*** DATA ***

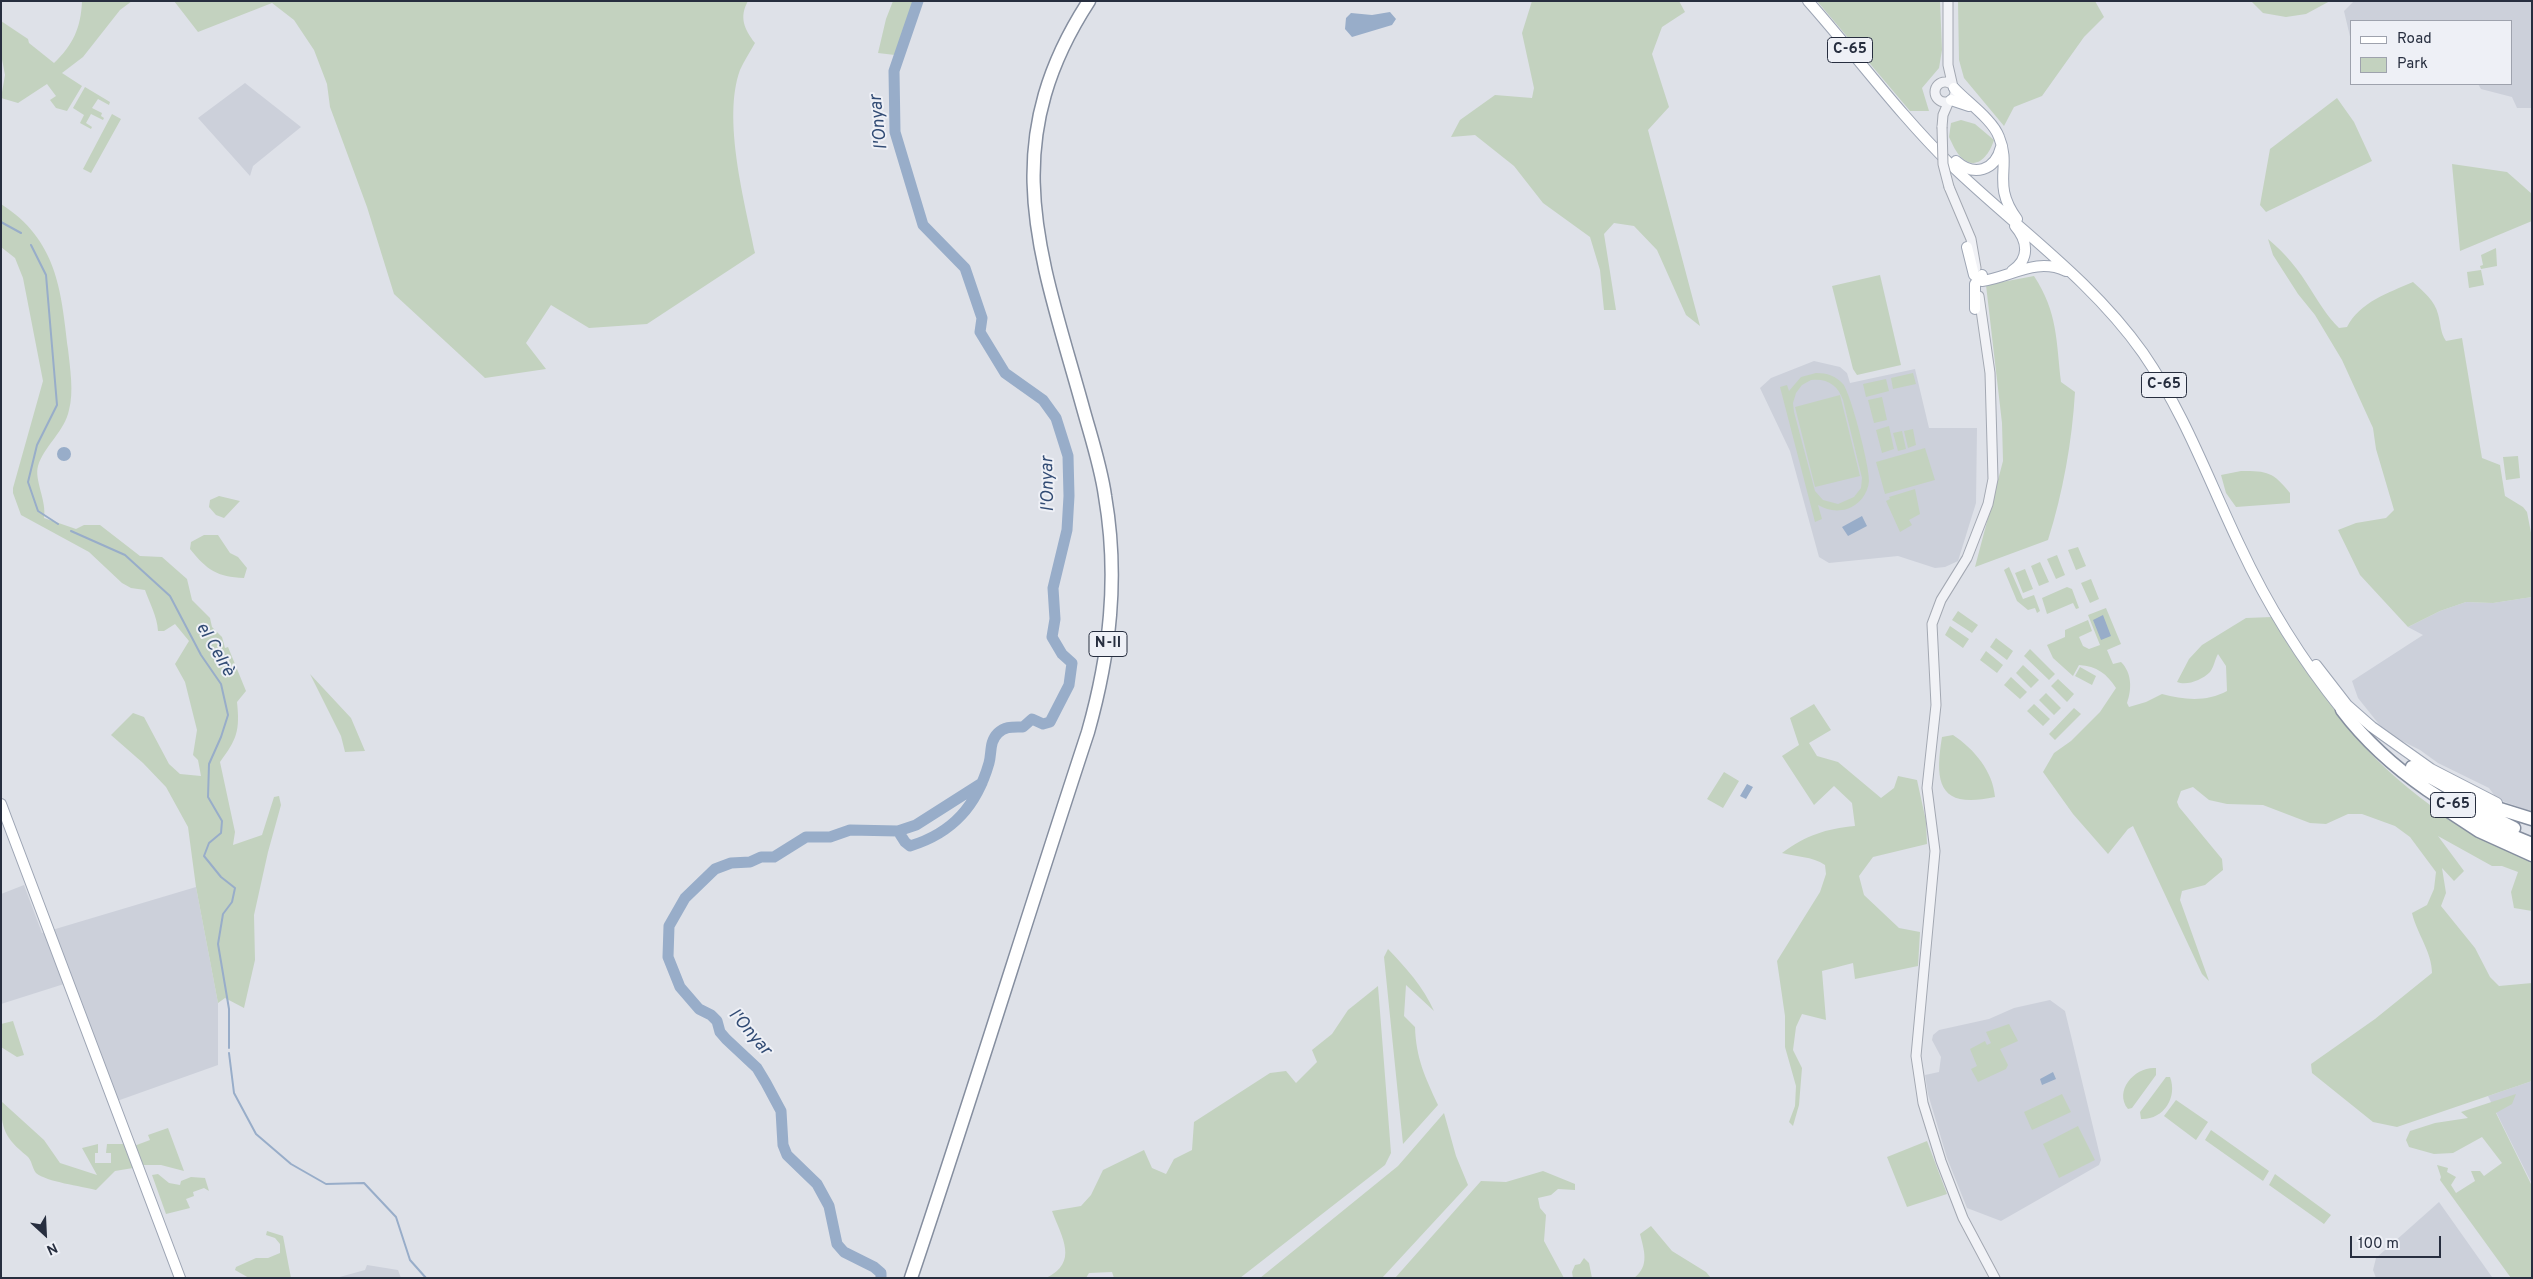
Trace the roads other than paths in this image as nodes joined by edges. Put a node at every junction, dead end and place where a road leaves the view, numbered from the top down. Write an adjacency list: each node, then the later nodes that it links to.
1 (1089, 1): 35 (highway, N-II)
2 (1808, 1): 11 (main road, C-65)
3 (1948, 1): 4 (street)
4 (1948, 65): 5 (street); 6 (street)
5 (1937, 85): 6 (street); 7 (street)
6 (1954, 87): 8 (street); 9 (main road)
7 (1937, 99): 8 (street); 10 (street)
8 (1950, 101): 9 (main road); 10 (street)
9 (1973, 108): 12 (main road)
10 (1943, 115): 13 (street, bridge)
11 (1908, 119): 12 (main road); 14 (main road, C-65)
12 (2001, 144): 15 (main road)
13 (1959, 210): 16 (street); 17 (street)
14 (2004, 212): 15 (main road, C-65); 18 (main road)
15 (2032, 236): 19 (main road, C-65)
16 (1968, 247): 20 (main road); 22 (street)
17 (1976, 266): 20 (main road)
18 (2007, 274): 19 (main road); 20 (main road)
19 (2076, 275): 24 (main road, C-65)
20 (1985, 278): 21 (main road); 22 (main road)
21 (1978, 292): 23 (street)
22 (1975, 309): 23 (street)
23 (1988, 355): 33 (street)
24 (2239, 545): 25 (main road, C-65); 29 (main road)
25 (2342, 710): 26 (highway, C-65); 27 (highway, C-65)
26 (2382, 754): 31 (highway, C-65); 32 (highway)
27 (2412, 767): 29 (highway); 30 (highway, C-65)
28 (1, 804): 34 (main road)
29 (2529, 819)
30 (2532, 835)
31 (2532, 844)
32 (2532, 855)
33 (1993, 1275)
34 (180, 1278)
35 (911, 1278)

*** End of DATA ***

TO DO: All of the records above are to be printed exactly, with every picture omitted.

WRITTEN ANSWER:
Trace the roads other than paths in this image as nodes joined by edges. Put a node at every junction, dead end and place where a road leaves the view, numbered from the top down. Write an adjacency list: each node, then the later nodes that it links to.
1 (1089, 1): 35 (highway, N-II)
2 (1808, 1): 11 (main road, C-65)
3 (1948, 1): 4 (street)
4 (1948, 65): 5 (street); 6 (street)
5 (1937, 85): 6 (street); 7 (street)
6 (1954, 87): 8 (street); 9 (main road)
7 (1937, 99): 8 (street); 10 (street)
8 (1950, 101): 9 (main road); 10 (street)
9 (1973, 108): 12 (main road)
10 (1943, 115): 13 (street, bridge)
11 (1908, 119): 12 (main road); 14 (main road, C-65)
12 (2001, 144): 15 (main road)
13 (1959, 210): 16 (street); 17 (street)
14 (2004, 212): 15 (main road, C-65); 18 (main road)
15 (2032, 236): 19 (main road, C-65)
16 (1968, 247): 20 (main road); 22 (street)
17 (1976, 266): 20 (main road)
18 (2007, 274): 19 (main road); 20 (main road)
19 (2076, 275): 24 (main road, C-65)
20 (1985, 278): 21 (main road); 22 (main road)
21 (1978, 292): 23 (street)
22 (1975, 309): 23 (street)
23 (1988, 355): 33 (street)
24 (2239, 545): 25 (main road, C-65); 29 (main road)
25 (2342, 710): 26 (highway, C-65); 27 (highway, C-65)
26 (2382, 754): 31 (highway, C-65); 32 (highway)
27 (2412, 767): 29 (highway); 30 (highway, C-65)
28 (1, 804): 34 (main road)
29 (2529, 819)
30 (2532, 835)
31 (2532, 844)
32 (2532, 855)
33 (1993, 1275)
34 (180, 1278)
35 (911, 1278)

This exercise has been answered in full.